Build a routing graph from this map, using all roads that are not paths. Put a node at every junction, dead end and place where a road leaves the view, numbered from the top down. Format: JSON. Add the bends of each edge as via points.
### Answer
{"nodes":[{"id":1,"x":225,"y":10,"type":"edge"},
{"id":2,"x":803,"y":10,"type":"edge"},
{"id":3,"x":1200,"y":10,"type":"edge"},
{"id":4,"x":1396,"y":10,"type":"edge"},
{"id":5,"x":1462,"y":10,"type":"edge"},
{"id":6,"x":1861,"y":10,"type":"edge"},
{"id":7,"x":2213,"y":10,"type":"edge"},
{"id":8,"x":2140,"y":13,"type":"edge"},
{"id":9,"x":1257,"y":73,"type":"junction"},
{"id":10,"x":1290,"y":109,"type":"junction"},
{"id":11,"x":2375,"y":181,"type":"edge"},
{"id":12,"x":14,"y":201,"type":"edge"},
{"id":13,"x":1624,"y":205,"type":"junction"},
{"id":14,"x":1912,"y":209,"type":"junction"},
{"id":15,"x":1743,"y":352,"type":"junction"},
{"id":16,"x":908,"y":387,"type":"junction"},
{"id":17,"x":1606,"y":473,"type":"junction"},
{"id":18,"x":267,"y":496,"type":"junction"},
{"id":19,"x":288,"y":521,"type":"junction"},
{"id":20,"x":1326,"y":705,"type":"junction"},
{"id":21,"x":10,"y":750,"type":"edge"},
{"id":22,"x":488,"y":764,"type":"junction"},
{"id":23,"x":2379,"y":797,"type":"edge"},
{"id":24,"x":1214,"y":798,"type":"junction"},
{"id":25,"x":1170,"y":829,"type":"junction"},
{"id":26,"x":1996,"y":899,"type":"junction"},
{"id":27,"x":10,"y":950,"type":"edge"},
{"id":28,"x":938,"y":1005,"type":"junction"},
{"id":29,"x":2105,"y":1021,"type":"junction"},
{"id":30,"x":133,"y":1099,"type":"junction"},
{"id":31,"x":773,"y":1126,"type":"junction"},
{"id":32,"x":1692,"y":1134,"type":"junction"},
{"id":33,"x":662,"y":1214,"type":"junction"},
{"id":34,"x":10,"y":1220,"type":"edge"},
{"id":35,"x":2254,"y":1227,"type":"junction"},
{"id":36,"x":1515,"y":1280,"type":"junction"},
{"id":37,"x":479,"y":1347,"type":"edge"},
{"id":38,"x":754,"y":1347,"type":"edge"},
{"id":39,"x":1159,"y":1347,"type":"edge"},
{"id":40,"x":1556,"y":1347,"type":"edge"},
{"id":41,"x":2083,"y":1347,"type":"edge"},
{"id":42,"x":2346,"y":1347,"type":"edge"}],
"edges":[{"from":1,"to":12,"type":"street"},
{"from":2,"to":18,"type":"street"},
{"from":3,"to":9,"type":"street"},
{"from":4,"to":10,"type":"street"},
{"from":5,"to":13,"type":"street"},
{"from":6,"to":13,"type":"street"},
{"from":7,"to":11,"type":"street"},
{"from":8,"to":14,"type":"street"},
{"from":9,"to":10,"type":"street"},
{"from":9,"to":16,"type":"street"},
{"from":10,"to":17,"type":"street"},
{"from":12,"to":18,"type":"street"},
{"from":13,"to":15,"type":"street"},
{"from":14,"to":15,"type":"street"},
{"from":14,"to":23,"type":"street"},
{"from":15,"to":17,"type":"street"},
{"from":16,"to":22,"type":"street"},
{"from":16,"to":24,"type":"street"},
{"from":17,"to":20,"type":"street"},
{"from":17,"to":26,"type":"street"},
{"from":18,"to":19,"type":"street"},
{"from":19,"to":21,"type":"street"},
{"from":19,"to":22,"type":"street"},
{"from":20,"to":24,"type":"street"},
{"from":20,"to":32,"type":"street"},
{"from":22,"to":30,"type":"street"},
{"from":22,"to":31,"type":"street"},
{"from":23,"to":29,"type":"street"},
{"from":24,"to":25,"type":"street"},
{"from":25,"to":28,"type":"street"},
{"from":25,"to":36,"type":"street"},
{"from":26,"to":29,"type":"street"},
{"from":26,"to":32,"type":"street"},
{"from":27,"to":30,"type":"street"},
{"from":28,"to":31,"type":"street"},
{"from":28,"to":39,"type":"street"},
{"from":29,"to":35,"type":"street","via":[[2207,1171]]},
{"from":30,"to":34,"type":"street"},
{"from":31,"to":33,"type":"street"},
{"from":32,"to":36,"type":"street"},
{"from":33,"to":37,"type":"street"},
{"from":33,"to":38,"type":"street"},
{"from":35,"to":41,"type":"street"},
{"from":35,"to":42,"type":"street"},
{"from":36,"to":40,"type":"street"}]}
---
## What the task requires
From the first line to the last, transcribe the listing exactly.

## Exercise result
Build a routing graph from this map, using all roads that are not paths. Put a node at every junction, dead end and place where a road leaves the view, numbered from the top down. Format: JSON. Add the bends of each edge as via points.
### Answer
{"nodes":[{"id":1,"x":225,"y":10,"type":"edge"},
{"id":2,"x":803,"y":10,"type":"edge"},
{"id":3,"x":1200,"y":10,"type":"edge"},
{"id":4,"x":1396,"y":10,"type":"edge"},
{"id":5,"x":1462,"y":10,"type":"edge"},
{"id":6,"x":1861,"y":10,"type":"edge"},
{"id":7,"x":2213,"y":10,"type":"edge"},
{"id":8,"x":2140,"y":13,"type":"edge"},
{"id":9,"x":1257,"y":73,"type":"junction"},
{"id":10,"x":1290,"y":109,"type":"junction"},
{"id":11,"x":2375,"y":181,"type":"edge"},
{"id":12,"x":14,"y":201,"type":"edge"},
{"id":13,"x":1624,"y":205,"type":"junction"},
{"id":14,"x":1912,"y":209,"type":"junction"},
{"id":15,"x":1743,"y":352,"type":"junction"},
{"id":16,"x":908,"y":387,"type":"junction"},
{"id":17,"x":1606,"y":473,"type":"junction"},
{"id":18,"x":267,"y":496,"type":"junction"},
{"id":19,"x":288,"y":521,"type":"junction"},
{"id":20,"x":1326,"y":705,"type":"junction"},
{"id":21,"x":10,"y":750,"type":"edge"},
{"id":22,"x":488,"y":764,"type":"junction"},
{"id":23,"x":2379,"y":797,"type":"edge"},
{"id":24,"x":1214,"y":798,"type":"junction"},
{"id":25,"x":1170,"y":829,"type":"junction"},
{"id":26,"x":1996,"y":899,"type":"junction"},
{"id":27,"x":10,"y":950,"type":"edge"},
{"id":28,"x":938,"y":1005,"type":"junction"},
{"id":29,"x":2105,"y":1021,"type":"junction"},
{"id":30,"x":133,"y":1099,"type":"junction"},
{"id":31,"x":773,"y":1126,"type":"junction"},
{"id":32,"x":1692,"y":1134,"type":"junction"},
{"id":33,"x":662,"y":1214,"type":"junction"},
{"id":34,"x":10,"y":1220,"type":"edge"},
{"id":35,"x":2254,"y":1227,"type":"junction"},
{"id":36,"x":1515,"y":1280,"type":"junction"},
{"id":37,"x":479,"y":1347,"type":"edge"},
{"id":38,"x":754,"y":1347,"type":"edge"},
{"id":39,"x":1159,"y":1347,"type":"edge"},
{"id":40,"x":1556,"y":1347,"type":"edge"},
{"id":41,"x":2083,"y":1347,"type":"edge"},
{"id":42,"x":2346,"y":1347,"type":"edge"}],
"edges":[{"from":1,"to":12,"type":"street"},
{"from":2,"to":18,"type":"street"},
{"from":3,"to":9,"type":"street"},
{"from":4,"to":10,"type":"street"},
{"from":5,"to":13,"type":"street"},
{"from":6,"to":13,"type":"street"},
{"from":7,"to":11,"type":"street"},
{"from":8,"to":14,"type":"street"},
{"from":9,"to":10,"type":"street"},
{"from":9,"to":16,"type":"street"},
{"from":10,"to":17,"type":"street"},
{"from":12,"to":18,"type":"street"},
{"from":13,"to":15,"type":"street"},
{"from":14,"to":15,"type":"street"},
{"from":14,"to":23,"type":"street"},
{"from":15,"to":17,"type":"street"},
{"from":16,"to":22,"type":"street"},
{"from":16,"to":24,"type":"street"},
{"from":17,"to":20,"type":"street"},
{"from":17,"to":26,"type":"street"},
{"from":18,"to":19,"type":"street"},
{"from":19,"to":21,"type":"street"},
{"from":19,"to":22,"type":"street"},
{"from":20,"to":24,"type":"street"},
{"from":20,"to":32,"type":"street"},
{"from":22,"to":30,"type":"street"},
{"from":22,"to":31,"type":"street"},
{"from":23,"to":29,"type":"street"},
{"from":24,"to":25,"type":"street"},
{"from":25,"to":28,"type":"street"},
{"from":25,"to":36,"type":"street"},
{"from":26,"to":29,"type":"street"},
{"from":26,"to":32,"type":"street"},
{"from":27,"to":30,"type":"street"},
{"from":28,"to":31,"type":"street"},
{"from":28,"to":39,"type":"street"},
{"from":29,"to":35,"type":"street","via":[[2207,1171]]},
{"from":30,"to":34,"type":"street"},
{"from":31,"to":33,"type":"street"},
{"from":32,"to":36,"type":"street"},
{"from":33,"to":37,"type":"street"},
{"from":33,"to":38,"type":"street"},
{"from":35,"to":41,"type":"street"},
{"from":35,"to":42,"type":"street"},
{"from":36,"to":40,"type":"street"}]}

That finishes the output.